PUBLICATIONS
Differential damage and repair of anti-cancer drug cisplatin induced DNA-adducts across mouse organs
Platinum-based drug cisplatin is a widely used first-line therapy for several cancers. Cisplatin interacts with DNA mainly in the form of Pt-d(GpG) di-adduct, which stalls cell proliferation and activates DNA damage response pathway. Cisplatin DNA-adducts are primarily repaired by nucleotide excision repair system. Despite cisplatin shows a broad spectrum of anticancer activity, it has limitation of use due to acquired drug resistance and toxicity to nontargeted tissues. By integrating genome-wide high-throughput “damage-seq”, “XR-seq”, mRNA-seq approaches along with epigenomic data we studied the mechanism of action of cisplatin across the mouse genome in kidney, liver, lung and spleen. Genome-wide damage-seq data reveal that kidney is highest cisplatin-damage accumulation site, while spleen is lowest.
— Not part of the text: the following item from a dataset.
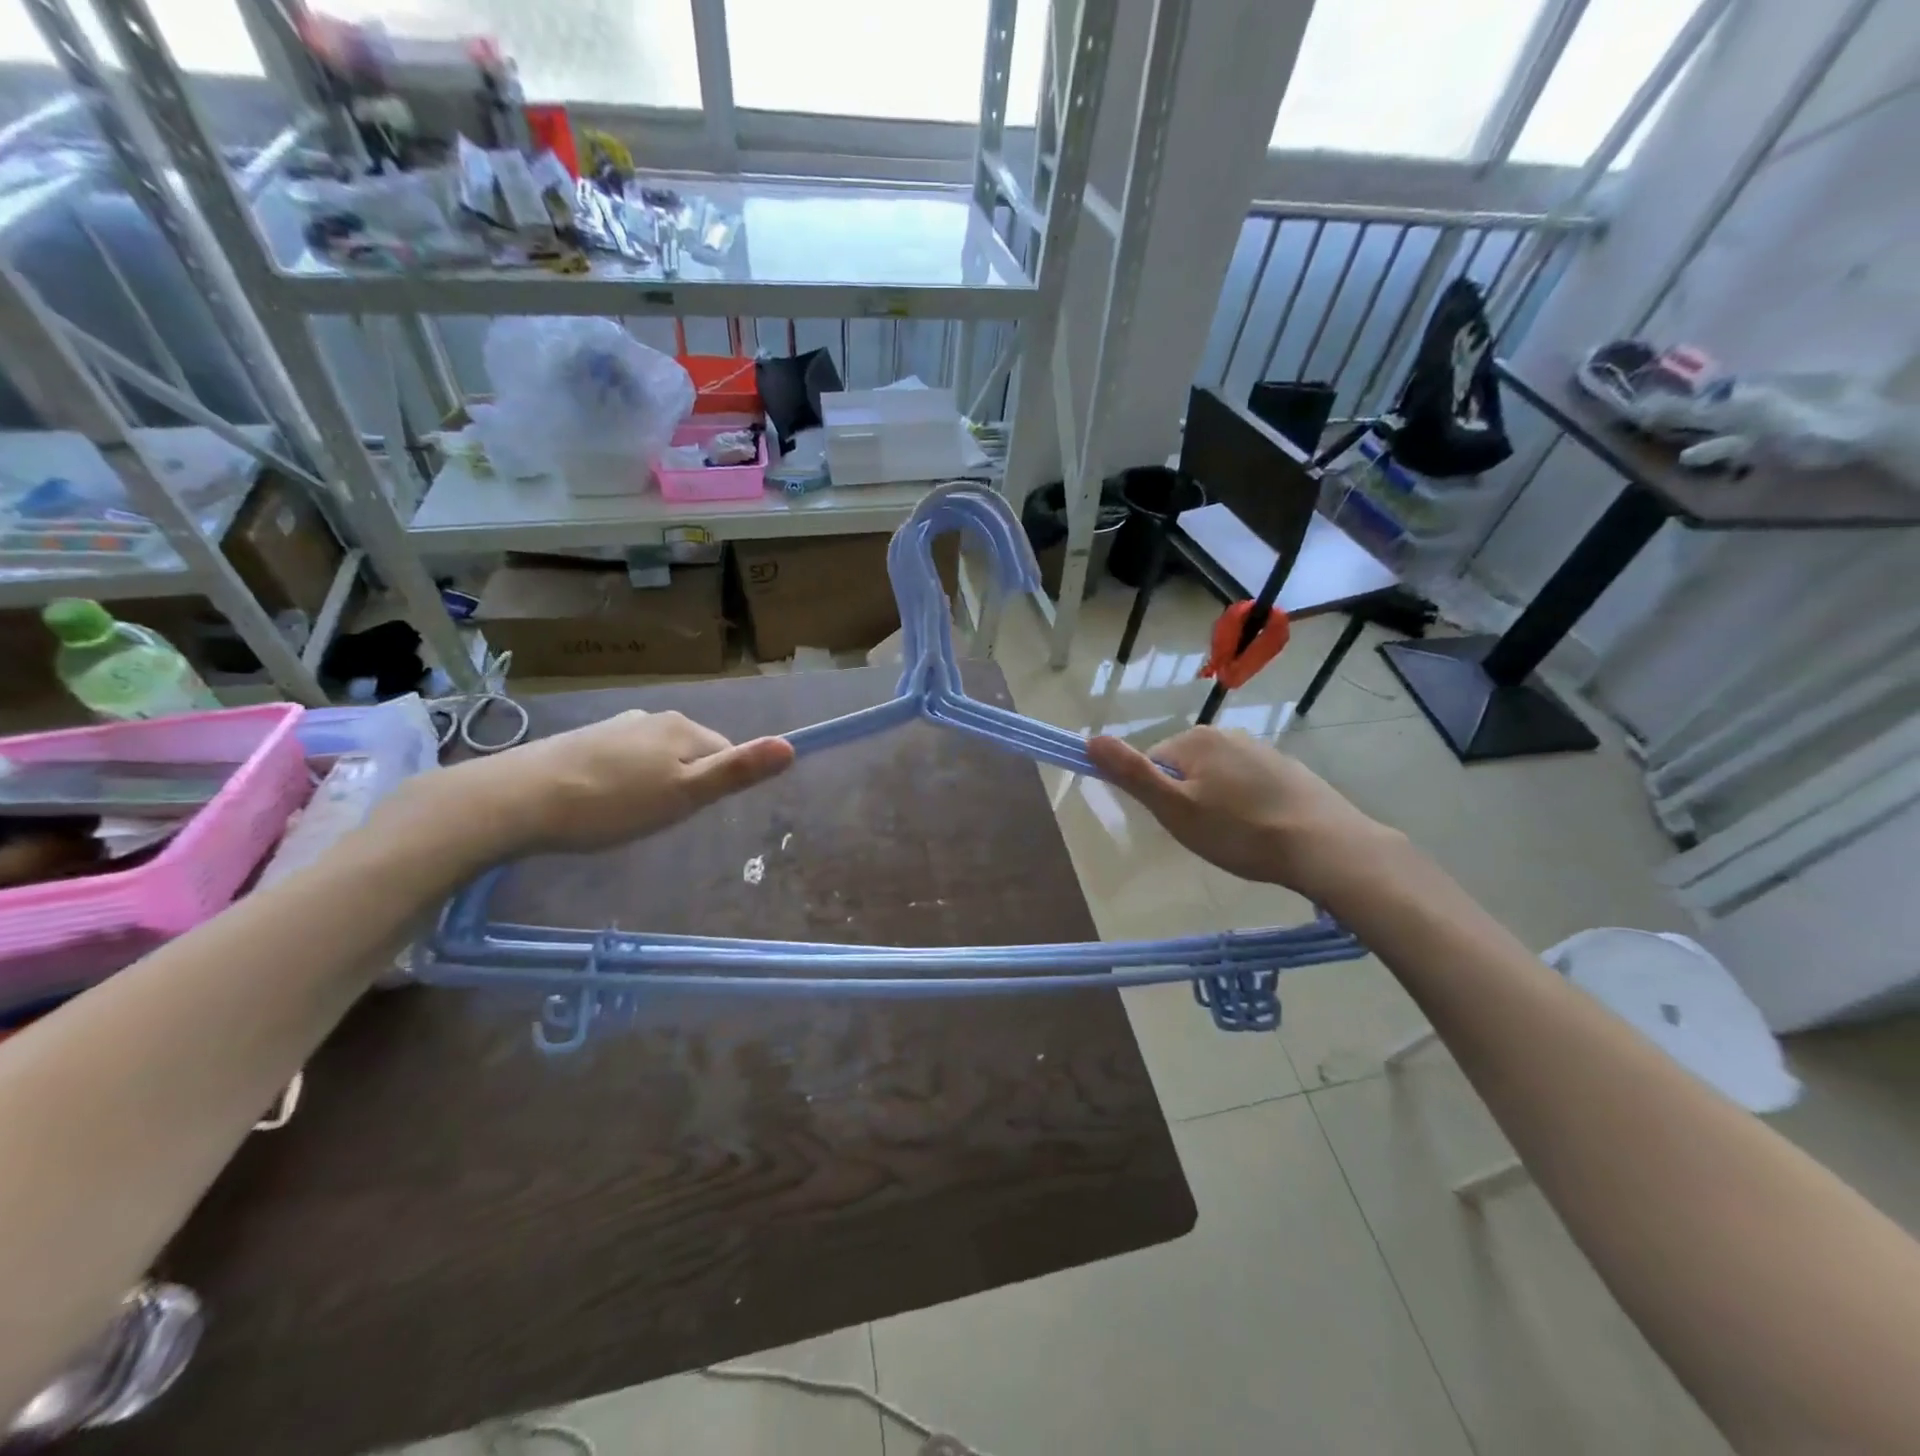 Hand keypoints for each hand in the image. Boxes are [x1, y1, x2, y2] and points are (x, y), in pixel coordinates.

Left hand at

Excision repair on transcribed strand (TS) and non-transcribed strand (NTS) in active genes is in positive correlation with gene transcription, and regarding to nucleotide excision repair efficiency, there is no significant difference across organs. Lastly, in response to cisplatin treatment ATM signaling is upregulated in kidney, liver and lung, while PKA signaling is downregulated across all organs. The methodology and data we presented here include four different mouse organs and three “omics” data, it unbiasedly constitutes a foundation for understanding the mechanism of cellular respond to cisplatin and by means of improving chemotherapy while reducing side effect to normal tissues.